L’offerta di Angelucci, questo è certo, è almeno in partenza assai meno competitiva. Certo, al netto del gradimento trasversale che il personaggio vanta nei palazzi del potere. Ma anche qui, alcune resistenze forse hanno perso di peso rispetto al passato. Sembrano trascorsi secoli da quando sindaci, ministri, leader politici, capitifosi facevano apertamente il tifo per i famosi imprenditori romani. Ora lo lasciano intendere, ma ufficialmente non si schierano. Ieri il sindaco Alemanno si è limitato a dire che «il nostro unico interesse è che Unicredit scelga un interlocutore che sia forte dal punto di vista economico e affidabile per la città e per la squadra. Ho avuto piena garanzia da questo punto di vista: metteranno la Roma in ottime mani» . Ecco. Di chi saranno le «ottime mani» ? Del consorzio guidato da Thomas DiBenedetto o della società Claraz Sa?
Similitudini e oscurità Come tre anni fa, un’offerta americana — costruita per mesi, riunione dopo riunione, limatura dopo limatura, e infine confezionata in un memorandum d’intesa che sembrava averle spianato la strada— si è imbattuta in un competitor arabo, (ri) spuntato a pochi metri dal traguardo. Ovviamente, rispetto al precedente Soros, ci sono un paio di differenze. La prima: allora trattava Rosella Sensi, oggi UniCredit. La seconda: nel 2008 il rilancio arabo fu un bluff, ora l’offerta c’è ed è stata depositata. Ma i lati oscuri abbondano anche a questo giro. Perché se del progetto americano si conoscono ideatori, finanziatori, advisor, perfino a grandi linee contenuti e accordi con UniCredit, dell’offerta araba o presunta tale sappiamo poco e niente. E quel poco è arrivato off the records. La proposta è stata presentata attraverso una piccola e misteriosa società lussemburghese, la Claraz Sa. E la parte legale l’ha curata lo studio Dla Piper, questo molto noto. Fine delle informazioni ufficiali. Dentro l’offerta, ci sarebbero i soldi di Aabar, ricchissimo fondo d’investimento di Abu Dhabi. Ma siamo proprio sicuri? Chi si cela in realtà dietro la Claraz? È davvero riconducibile ad Aabar? E allora chi vuole investire nella Roma e nel calcio italiano? E ancora, c’è un progetto sportivo? Chi lo ha curato? L’investimento è a medio o lungo termine? Domande che soprattutto i tifosi si stanno ponendo.

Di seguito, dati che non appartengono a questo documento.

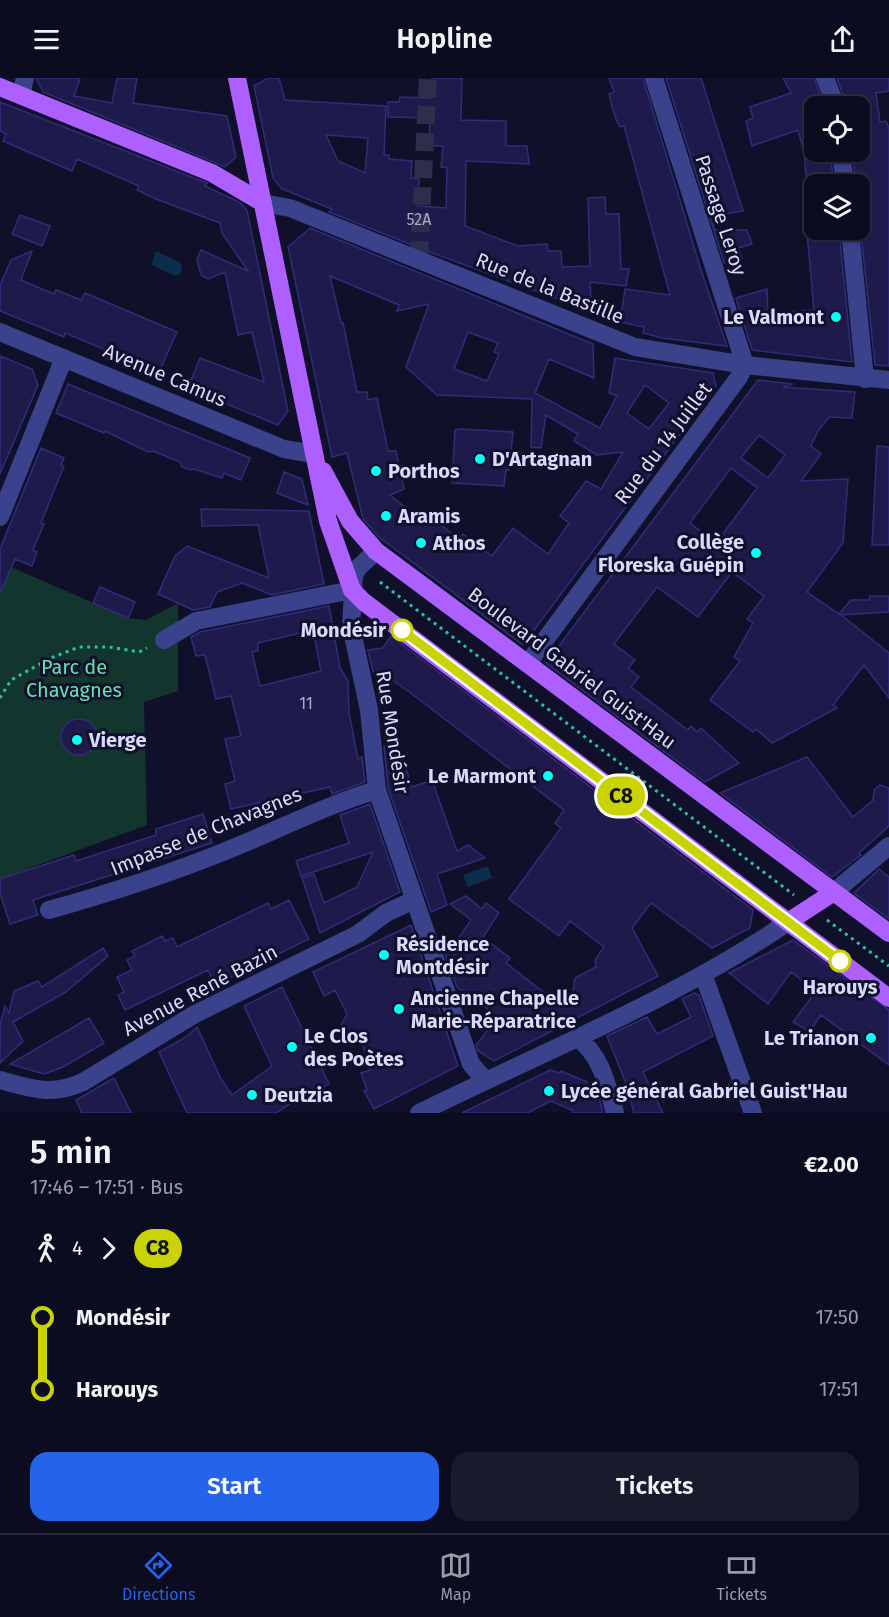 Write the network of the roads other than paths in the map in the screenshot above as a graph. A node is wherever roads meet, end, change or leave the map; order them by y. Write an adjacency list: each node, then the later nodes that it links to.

Respiri diversi Per quel poco che se ne sa e ipotizzando che Aabar sia coinvolta, si può dire che il progetto americano e quello lussemburghese/arabo sembrano figli di filosofie e respiri diversi. Lungo quello degli statunitense, incentrato sul mantenimento di una squadra di alto livello ma, soprattutto, sul potenziamento della struttura societaria, dal vivaio al management, da Trigoria al merchandising. Più corto e immediato, forse, il respiro di Claraz/Aabar. Si concentreranno sulla squadra più che sulla struttura societaria e magari lasceranno la gestione della società a UniCredit. Ma sono illazioni. Come finirà? Ecco, appunto. La banca deciderà a quali mani affidare la Roma, forse subito, oppure dopo aver stilato un’ulteriore short list. Con un’accortezza, però: se giocherà al rialzo, qualcuno potrebbe alzarsi e abbandonare il tavolo. Sarebbe difficile dargli torto. E sarebbe un film dell’orrore già visto.